Interior of the Bortolotti Auditorium in Narni with rows of red seats arranged symmetrically, stone walls, a vaulted ceiling with ribbed vaults, and a wooden walkway on the upper floor that runs along both sides of the hall. In the background, a large wooden door and partially visible frescoes adorn the wall.

Bortolotti Auditorium (Former Church of San Domenico) – Narni

The building is located in the historic center of Narni and is the final destination of the suggestive tour of the underground complex of Narni Sotterranea.

Erected in the 12th century on a Byzantine building, the cathedral was consecrated by Pope Eugene III. In 1304, it was assigned to the Dominican friars and included in a larger convent complex.

Before becoming the current municipal auditorium that hosts concerts, exhibitions, and theatrical performances every year, it experienced various ups and downs. It suffered the Sack of the Lansquenets, was used as a barracks by Napoleonic troops, was requisitioned in 1867 by the Italian State which definitively deconsecrated it, and finally became a warehouse and garage during World War II.

After a long period of abandonment, thanks to restoration works started in the 1970s, the structure was transformed into an art gallery and later became the current Bortolotti Auditorium.

The exterior

The majestic building features a tall bell tower and a basilica-style facade with a heterogeneous appearance, a result of the many transformations it has undergone over the centuries. The splendid entrance portal, dated to the Romanesque period, has a richly decorated marble frame, including bas-reliefs depicting male busts, the twelve apostles, surrounded by vegetal scrolls.

The large window, placed on the facade instead of a mosaic-decorated trifora, dates back to the 16th-17th centuries. Traces of the latter, typical of Narnian architecture, are still visible above the portal. Below the window is a long transverse frame with masks serving as caryatids.
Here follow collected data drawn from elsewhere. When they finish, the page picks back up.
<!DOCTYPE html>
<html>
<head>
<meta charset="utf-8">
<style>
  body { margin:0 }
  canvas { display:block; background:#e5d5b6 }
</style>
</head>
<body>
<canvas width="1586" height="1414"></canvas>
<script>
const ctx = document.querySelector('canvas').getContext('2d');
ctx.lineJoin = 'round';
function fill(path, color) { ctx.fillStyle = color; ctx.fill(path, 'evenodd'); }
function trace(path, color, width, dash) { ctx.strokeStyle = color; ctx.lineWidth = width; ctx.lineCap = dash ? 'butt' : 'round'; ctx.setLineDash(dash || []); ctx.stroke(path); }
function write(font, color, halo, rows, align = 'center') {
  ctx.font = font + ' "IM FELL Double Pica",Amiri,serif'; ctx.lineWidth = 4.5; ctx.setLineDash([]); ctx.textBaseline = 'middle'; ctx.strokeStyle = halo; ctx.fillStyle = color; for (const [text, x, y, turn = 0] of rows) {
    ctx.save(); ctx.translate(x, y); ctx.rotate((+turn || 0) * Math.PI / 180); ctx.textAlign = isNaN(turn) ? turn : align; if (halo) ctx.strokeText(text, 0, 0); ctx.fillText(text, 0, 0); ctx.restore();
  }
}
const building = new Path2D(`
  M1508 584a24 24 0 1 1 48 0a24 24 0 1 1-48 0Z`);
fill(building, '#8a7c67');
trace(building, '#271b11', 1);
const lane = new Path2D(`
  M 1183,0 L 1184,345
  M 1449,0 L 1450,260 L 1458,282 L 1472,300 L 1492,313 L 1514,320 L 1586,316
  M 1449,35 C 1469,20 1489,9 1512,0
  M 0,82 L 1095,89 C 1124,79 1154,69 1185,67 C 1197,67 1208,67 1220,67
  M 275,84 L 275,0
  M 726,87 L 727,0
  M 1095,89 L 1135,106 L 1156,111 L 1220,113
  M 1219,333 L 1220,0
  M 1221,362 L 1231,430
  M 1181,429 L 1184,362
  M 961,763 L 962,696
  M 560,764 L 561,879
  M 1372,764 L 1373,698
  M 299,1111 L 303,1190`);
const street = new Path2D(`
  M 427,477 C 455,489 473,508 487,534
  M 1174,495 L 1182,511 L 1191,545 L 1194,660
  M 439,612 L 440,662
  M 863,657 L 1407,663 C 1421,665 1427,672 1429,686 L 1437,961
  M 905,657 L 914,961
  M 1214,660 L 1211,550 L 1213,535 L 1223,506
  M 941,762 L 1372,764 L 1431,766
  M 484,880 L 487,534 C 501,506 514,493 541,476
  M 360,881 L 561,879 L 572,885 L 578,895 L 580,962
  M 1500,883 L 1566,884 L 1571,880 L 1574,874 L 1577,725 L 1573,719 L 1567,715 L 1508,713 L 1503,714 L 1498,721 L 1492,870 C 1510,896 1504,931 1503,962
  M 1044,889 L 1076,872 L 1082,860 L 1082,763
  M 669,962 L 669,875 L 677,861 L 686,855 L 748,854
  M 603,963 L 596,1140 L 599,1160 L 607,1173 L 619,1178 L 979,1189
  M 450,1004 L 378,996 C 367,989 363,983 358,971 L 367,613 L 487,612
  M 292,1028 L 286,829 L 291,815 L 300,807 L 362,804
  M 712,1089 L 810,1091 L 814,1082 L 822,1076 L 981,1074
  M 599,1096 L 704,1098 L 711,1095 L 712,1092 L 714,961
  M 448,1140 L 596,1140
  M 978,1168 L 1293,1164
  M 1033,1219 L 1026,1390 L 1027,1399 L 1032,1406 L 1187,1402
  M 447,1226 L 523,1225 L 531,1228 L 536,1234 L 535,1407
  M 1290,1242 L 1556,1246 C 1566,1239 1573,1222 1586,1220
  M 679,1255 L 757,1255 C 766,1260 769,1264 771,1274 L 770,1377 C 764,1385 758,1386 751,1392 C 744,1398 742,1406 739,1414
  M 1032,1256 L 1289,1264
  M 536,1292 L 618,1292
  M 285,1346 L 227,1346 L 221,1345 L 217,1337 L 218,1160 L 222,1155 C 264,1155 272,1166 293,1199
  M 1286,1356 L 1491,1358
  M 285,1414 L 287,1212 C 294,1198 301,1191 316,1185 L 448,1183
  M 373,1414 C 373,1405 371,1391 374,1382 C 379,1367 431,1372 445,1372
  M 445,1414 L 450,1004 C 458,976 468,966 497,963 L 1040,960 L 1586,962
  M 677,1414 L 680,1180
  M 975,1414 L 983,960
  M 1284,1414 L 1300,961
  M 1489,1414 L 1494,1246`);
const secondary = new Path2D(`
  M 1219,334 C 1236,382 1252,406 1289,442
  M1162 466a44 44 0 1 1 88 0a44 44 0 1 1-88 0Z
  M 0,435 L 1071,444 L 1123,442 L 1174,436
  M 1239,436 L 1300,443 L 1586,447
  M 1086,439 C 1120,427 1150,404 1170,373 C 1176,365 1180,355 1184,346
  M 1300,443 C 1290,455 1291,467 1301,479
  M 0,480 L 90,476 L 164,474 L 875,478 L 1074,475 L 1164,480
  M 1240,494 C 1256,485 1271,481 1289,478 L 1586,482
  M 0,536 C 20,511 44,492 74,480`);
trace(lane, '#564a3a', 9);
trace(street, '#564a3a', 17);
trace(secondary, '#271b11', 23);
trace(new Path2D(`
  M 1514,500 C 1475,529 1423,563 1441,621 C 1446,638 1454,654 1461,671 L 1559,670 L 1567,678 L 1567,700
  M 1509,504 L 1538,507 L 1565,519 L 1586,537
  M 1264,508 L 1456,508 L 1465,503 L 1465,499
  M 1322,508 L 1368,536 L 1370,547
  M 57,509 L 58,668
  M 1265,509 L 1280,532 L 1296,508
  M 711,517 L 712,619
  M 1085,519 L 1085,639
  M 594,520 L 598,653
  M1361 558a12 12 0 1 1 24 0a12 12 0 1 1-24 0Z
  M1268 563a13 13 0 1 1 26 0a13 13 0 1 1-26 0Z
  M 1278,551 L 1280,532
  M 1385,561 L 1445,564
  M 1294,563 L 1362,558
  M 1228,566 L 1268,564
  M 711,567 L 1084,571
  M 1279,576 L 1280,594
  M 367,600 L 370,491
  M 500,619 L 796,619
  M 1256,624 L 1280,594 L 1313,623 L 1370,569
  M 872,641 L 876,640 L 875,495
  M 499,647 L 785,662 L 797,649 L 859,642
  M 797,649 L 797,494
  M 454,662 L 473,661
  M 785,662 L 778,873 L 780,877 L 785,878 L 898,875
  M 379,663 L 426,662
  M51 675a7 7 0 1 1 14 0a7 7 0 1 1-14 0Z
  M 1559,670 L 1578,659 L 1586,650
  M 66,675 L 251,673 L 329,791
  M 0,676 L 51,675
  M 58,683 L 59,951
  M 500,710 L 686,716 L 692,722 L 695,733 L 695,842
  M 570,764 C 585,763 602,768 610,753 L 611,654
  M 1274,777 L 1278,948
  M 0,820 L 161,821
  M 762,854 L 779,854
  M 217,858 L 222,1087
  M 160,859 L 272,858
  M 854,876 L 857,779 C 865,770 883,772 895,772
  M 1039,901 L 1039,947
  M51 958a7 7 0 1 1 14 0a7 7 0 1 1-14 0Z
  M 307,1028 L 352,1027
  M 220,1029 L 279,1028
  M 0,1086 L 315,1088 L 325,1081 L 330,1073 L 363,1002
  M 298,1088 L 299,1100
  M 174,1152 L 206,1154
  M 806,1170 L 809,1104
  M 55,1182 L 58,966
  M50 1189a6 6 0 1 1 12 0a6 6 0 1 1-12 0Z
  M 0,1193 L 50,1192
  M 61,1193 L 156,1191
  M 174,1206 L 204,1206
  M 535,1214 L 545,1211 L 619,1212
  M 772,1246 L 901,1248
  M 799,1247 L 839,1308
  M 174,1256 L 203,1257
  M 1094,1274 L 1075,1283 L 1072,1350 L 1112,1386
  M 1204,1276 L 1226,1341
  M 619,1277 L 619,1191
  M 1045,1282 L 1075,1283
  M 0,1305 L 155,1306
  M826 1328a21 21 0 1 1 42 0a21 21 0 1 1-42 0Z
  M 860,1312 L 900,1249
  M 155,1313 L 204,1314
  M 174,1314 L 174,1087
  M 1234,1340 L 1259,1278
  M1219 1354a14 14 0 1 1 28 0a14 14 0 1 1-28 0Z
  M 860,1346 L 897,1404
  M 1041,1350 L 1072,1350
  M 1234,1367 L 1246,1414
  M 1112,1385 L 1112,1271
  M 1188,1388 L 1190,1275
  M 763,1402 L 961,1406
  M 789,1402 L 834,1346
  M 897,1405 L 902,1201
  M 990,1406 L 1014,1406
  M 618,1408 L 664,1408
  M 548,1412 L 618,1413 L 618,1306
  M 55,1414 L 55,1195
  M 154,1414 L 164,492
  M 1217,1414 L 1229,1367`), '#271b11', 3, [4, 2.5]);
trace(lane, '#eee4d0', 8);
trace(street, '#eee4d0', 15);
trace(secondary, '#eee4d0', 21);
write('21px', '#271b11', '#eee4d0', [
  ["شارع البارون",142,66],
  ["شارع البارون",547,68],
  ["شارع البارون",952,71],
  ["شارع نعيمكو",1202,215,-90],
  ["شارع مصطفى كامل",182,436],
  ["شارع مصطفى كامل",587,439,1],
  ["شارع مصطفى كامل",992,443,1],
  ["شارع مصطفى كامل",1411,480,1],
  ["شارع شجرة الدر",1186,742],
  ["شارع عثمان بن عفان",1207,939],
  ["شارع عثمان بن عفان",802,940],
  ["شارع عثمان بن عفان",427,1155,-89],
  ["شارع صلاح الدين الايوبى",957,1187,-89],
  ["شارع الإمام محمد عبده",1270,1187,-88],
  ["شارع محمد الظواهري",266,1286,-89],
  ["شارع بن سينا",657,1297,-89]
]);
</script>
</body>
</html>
Above the frame, at its extremities, two lions have been placed in the wall as decoration, a motif also present in other buildings in the city. An example is the stone lion kept in the courtyard of the municipal palace, found around 1930 and probably dating back to the Roman era. The same animal, symbol of courage and vigilance, forms the body of the griffin, the emblem of the city.

The interior

The interior of the former church is divided by pillars into three naves with side chapels, the latter built in the 15th century and belonging to some of Narni’s most notable families, including the Gattamelata and the Arca.

A fine carved marble tabernacle is placed at the last left pillar, possibly a work of the school of Agostino di Duccio.

The walls feature frescoes dating from different periods, from the 13th to the late 16th century, including a significant depiction of Saint George on the counter-facade. The works are attributed to the Master of the Dormitio, including a Crucifixion and decorations with Saints, as well as a fresco with Madonna between Saints Dominic and Thomas, from the late 15th century and attributed to Pier Matteo d’Amelia or his school.

The church also housed a fine Annunciation by Benozzo Gozzoli, which can now be admired in the Pinacoteca of Palazzo Eroli.

Recent excavations have uncovered the remains of the ancient Romanesque apse, located at the end of the central nave, and the crypt, both dating back to the 12th century. The excavations have also brought to light a significant portion of the 6th-century Byzantine mosaic floor.